Data for the task –
────────

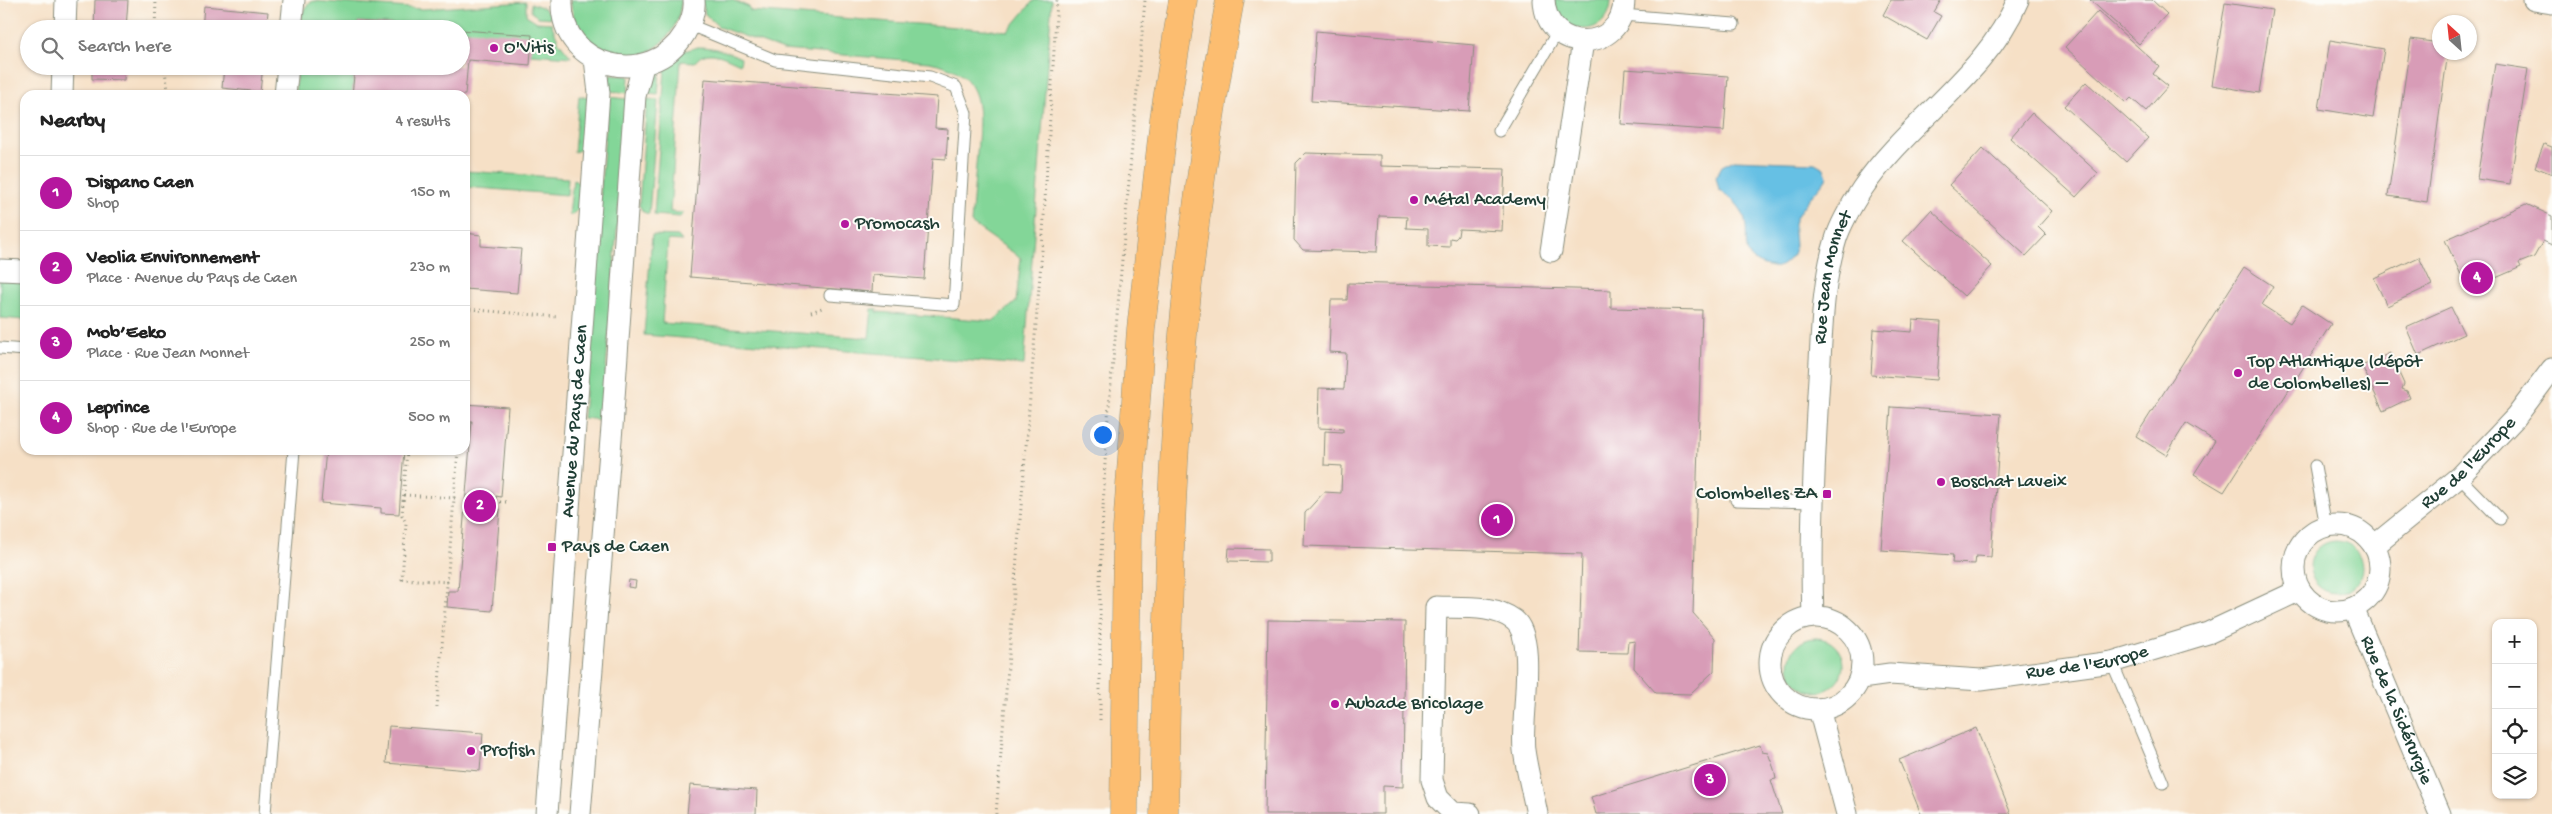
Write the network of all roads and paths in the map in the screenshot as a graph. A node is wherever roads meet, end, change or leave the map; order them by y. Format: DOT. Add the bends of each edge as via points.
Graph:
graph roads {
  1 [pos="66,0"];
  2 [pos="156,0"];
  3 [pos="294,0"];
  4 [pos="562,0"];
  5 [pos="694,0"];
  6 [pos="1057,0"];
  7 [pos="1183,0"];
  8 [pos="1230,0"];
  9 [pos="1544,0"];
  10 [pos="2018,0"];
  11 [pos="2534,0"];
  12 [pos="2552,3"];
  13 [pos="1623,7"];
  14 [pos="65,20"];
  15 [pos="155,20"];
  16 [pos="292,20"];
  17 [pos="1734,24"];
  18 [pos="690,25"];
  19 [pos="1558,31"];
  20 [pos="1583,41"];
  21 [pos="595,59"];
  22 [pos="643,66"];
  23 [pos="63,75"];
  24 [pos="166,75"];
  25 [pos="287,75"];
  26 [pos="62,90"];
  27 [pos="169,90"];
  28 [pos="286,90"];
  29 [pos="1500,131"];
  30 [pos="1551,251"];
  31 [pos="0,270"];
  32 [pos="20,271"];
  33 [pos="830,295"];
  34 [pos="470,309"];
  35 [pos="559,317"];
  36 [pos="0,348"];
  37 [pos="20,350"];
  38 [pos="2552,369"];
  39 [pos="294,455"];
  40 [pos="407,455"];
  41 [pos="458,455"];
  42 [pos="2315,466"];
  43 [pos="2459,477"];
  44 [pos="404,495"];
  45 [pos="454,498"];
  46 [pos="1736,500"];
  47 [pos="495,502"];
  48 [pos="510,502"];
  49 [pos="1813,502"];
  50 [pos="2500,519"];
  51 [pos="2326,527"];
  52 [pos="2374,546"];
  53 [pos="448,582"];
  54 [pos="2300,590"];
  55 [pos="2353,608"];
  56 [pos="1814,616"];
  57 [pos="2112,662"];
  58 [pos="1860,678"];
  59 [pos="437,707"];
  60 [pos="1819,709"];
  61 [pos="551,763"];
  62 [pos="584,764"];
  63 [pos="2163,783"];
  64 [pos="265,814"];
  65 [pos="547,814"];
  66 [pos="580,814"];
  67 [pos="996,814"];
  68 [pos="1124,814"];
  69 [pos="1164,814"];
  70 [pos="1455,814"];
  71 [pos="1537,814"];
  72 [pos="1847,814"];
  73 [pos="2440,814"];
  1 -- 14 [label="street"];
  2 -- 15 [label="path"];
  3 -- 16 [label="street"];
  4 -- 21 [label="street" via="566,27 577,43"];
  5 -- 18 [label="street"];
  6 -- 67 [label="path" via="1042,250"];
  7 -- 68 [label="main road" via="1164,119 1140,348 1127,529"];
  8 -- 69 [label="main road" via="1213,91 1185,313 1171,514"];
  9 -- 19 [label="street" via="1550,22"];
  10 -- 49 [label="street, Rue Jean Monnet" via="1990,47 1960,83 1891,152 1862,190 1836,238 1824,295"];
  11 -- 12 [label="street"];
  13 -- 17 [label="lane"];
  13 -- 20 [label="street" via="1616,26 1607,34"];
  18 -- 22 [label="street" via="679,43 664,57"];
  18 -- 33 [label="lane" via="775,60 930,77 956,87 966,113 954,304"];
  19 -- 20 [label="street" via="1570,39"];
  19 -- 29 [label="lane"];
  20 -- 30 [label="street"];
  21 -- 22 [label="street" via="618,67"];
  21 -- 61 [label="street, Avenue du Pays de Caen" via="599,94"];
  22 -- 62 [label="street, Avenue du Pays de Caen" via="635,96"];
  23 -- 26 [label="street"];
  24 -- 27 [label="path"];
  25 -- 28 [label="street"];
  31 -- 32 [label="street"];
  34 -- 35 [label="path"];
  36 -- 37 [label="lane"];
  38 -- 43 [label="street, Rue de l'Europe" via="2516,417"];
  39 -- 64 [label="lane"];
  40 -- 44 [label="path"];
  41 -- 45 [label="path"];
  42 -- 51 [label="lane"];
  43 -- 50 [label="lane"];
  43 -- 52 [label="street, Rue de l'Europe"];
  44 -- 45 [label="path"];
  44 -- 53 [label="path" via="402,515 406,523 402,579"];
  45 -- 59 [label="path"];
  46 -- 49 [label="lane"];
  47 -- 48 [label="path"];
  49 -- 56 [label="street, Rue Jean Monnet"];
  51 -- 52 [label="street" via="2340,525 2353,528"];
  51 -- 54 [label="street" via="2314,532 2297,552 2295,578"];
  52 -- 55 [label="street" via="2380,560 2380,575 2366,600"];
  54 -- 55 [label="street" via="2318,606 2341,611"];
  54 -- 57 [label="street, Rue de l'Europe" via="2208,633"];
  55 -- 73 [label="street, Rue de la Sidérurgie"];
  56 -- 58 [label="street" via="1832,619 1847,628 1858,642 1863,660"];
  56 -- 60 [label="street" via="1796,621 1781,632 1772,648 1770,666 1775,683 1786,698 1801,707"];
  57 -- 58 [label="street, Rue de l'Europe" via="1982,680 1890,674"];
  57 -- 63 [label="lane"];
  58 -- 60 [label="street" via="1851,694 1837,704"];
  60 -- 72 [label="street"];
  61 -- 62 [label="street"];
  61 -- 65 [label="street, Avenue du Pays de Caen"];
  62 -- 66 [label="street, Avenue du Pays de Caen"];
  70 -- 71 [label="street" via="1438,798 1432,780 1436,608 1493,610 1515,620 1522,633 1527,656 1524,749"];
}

────────

Please retype the material above exactly, and omit its images.

Write the network of all roads and paths in the map in the screenshot as a graph. A node is wherever roads meet, end, change or leave the map; order them by y. Format: DOT. Add the bends of each edge as via points.
Graph:
graph roads {
  1 [pos="66,0"];
  2 [pos="156,0"];
  3 [pos="294,0"];
  4 [pos="562,0"];
  5 [pos="694,0"];
  6 [pos="1057,0"];
  7 [pos="1183,0"];
  8 [pos="1230,0"];
  9 [pos="1544,0"];
  10 [pos="2018,0"];
  11 [pos="2534,0"];
  12 [pos="2552,3"];
  13 [pos="1623,7"];
  14 [pos="65,20"];
  15 [pos="155,20"];
  16 [pos="292,20"];
  17 [pos="1734,24"];
  18 [pos="690,25"];
  19 [pos="1558,31"];
  20 [pos="1583,41"];
  21 [pos="595,59"];
  22 [pos="643,66"];
  23 [pos="63,75"];
  24 [pos="166,75"];
  25 [pos="287,75"];
  26 [pos="62,90"];
  27 [pos="169,90"];
  28 [pos="286,90"];
  29 [pos="1500,131"];
  30 [pos="1551,251"];
  31 [pos="0,270"];
  32 [pos="20,271"];
  33 [pos="830,295"];
  34 [pos="470,309"];
  35 [pos="559,317"];
  36 [pos="0,348"];
  37 [pos="20,350"];
  38 [pos="2552,369"];
  39 [pos="294,455"];
  40 [pos="407,455"];
  41 [pos="458,455"];
  42 [pos="2315,466"];
  43 [pos="2459,477"];
  44 [pos="404,495"];
  45 [pos="454,498"];
  46 [pos="1736,500"];
  47 [pos="495,502"];
  48 [pos="510,502"];
  49 [pos="1813,502"];
  50 [pos="2500,519"];
  51 [pos="2326,527"];
  52 [pos="2374,546"];
  53 [pos="448,582"];
  54 [pos="2300,590"];
  55 [pos="2353,608"];
  56 [pos="1814,616"];
  57 [pos="2112,662"];
  58 [pos="1860,678"];
  59 [pos="437,707"];
  60 [pos="1819,709"];
  61 [pos="551,763"];
  62 [pos="584,764"];
  63 [pos="2163,783"];
  64 [pos="265,814"];
  65 [pos="547,814"];
  66 [pos="580,814"];
  67 [pos="996,814"];
  68 [pos="1124,814"];
  69 [pos="1164,814"];
  70 [pos="1455,814"];
  71 [pos="1537,814"];
  72 [pos="1847,814"];
  73 [pos="2440,814"];
  1 -- 14 [label="street"];
  2 -- 15 [label="path"];
  3 -- 16 [label="street"];
  4 -- 21 [label="street" via="566,27 577,43"];
  5 -- 18 [label="street"];
  6 -- 67 [label="path" via="1042,250"];
  7 -- 68 [label="main road" via="1164,119 1140,348 1127,529"];
  8 -- 69 [label="main road" via="1213,91 1185,313 1171,514"];
  9 -- 19 [label="street" via="1550,22"];
  10 -- 49 [label="street, Rue Jean Monnet" via="1990,47 1960,83 1891,152 1862,190 1836,238 1824,295"];
  11 -- 12 [label="street"];
  13 -- 17 [label="lane"];
  13 -- 20 [label="street" via="1616,26 1607,34"];
  18 -- 22 [label="street" via="679,43 664,57"];
  18 -- 33 [label="lane" via="775,60 930,77 956,87 966,113 954,304"];
  19 -- 20 [label="street" via="1570,39"];
  19 -- 29 [label="lane"];
  20 -- 30 [label="street"];
  21 -- 22 [label="street" via="618,67"];
  21 -- 61 [label="street, Avenue du Pays de Caen" via="599,94"];
  22 -- 62 [label="street, Avenue du Pays de Caen" via="635,96"];
  23 -- 26 [label="street"];
  24 -- 27 [label="path"];
  25 -- 28 [label="street"];
  31 -- 32 [label="street"];
  34 -- 35 [label="path"];
  36 -- 37 [label="lane"];
  38 -- 43 [label="street, Rue de l'Europe" via="2516,417"];
  39 -- 64 [label="lane"];
  40 -- 44 [label="path"];
  41 -- 45 [label="path"];
  42 -- 51 [label="lane"];
  43 -- 50 [label="lane"];
  43 -- 52 [label="street, Rue de l'Europe"];
  44 -- 45 [label="path"];
  44 -- 53 [label="path" via="402,515 406,523 402,579"];
  45 -- 59 [label="path"];
  46 -- 49 [label="lane"];
  47 -- 48 [label="path"];
  49 -- 56 [label="street, Rue Jean Monnet"];
  51 -- 52 [label="street" via="2340,525 2353,528"];
  51 -- 54 [label="street" via="2314,532 2297,552 2295,578"];
  52 -- 55 [label="street" via="2380,560 2380,575 2366,600"];
  54 -- 55 [label="street" via="2318,606 2341,611"];
  54 -- 57 [label="street, Rue de l'Europe" via="2208,633"];
  55 -- 73 [label="street, Rue de la Sidérurgie"];
  56 -- 58 [label="street" via="1832,619 1847,628 1858,642 1863,660"];
  56 -- 60 [label="street" via="1796,621 1781,632 1772,648 1770,666 1775,683 1786,698 1801,707"];
  57 -- 58 [label="street, Rue de l'Europe" via="1982,680 1890,674"];
  57 -- 63 [label="lane"];
  58 -- 60 [label="street" via="1851,694 1837,704"];
  60 -- 72 [label="street"];
  61 -- 62 [label="street"];
  61 -- 65 [label="street, Avenue du Pays de Caen"];
  62 -- 66 [label="street, Avenue du Pays de Caen"];
  70 -- 71 [label="street" via="1438,798 1432,780 1436,608 1493,610 1515,620 1522,633 1527,656 1524,749"];
}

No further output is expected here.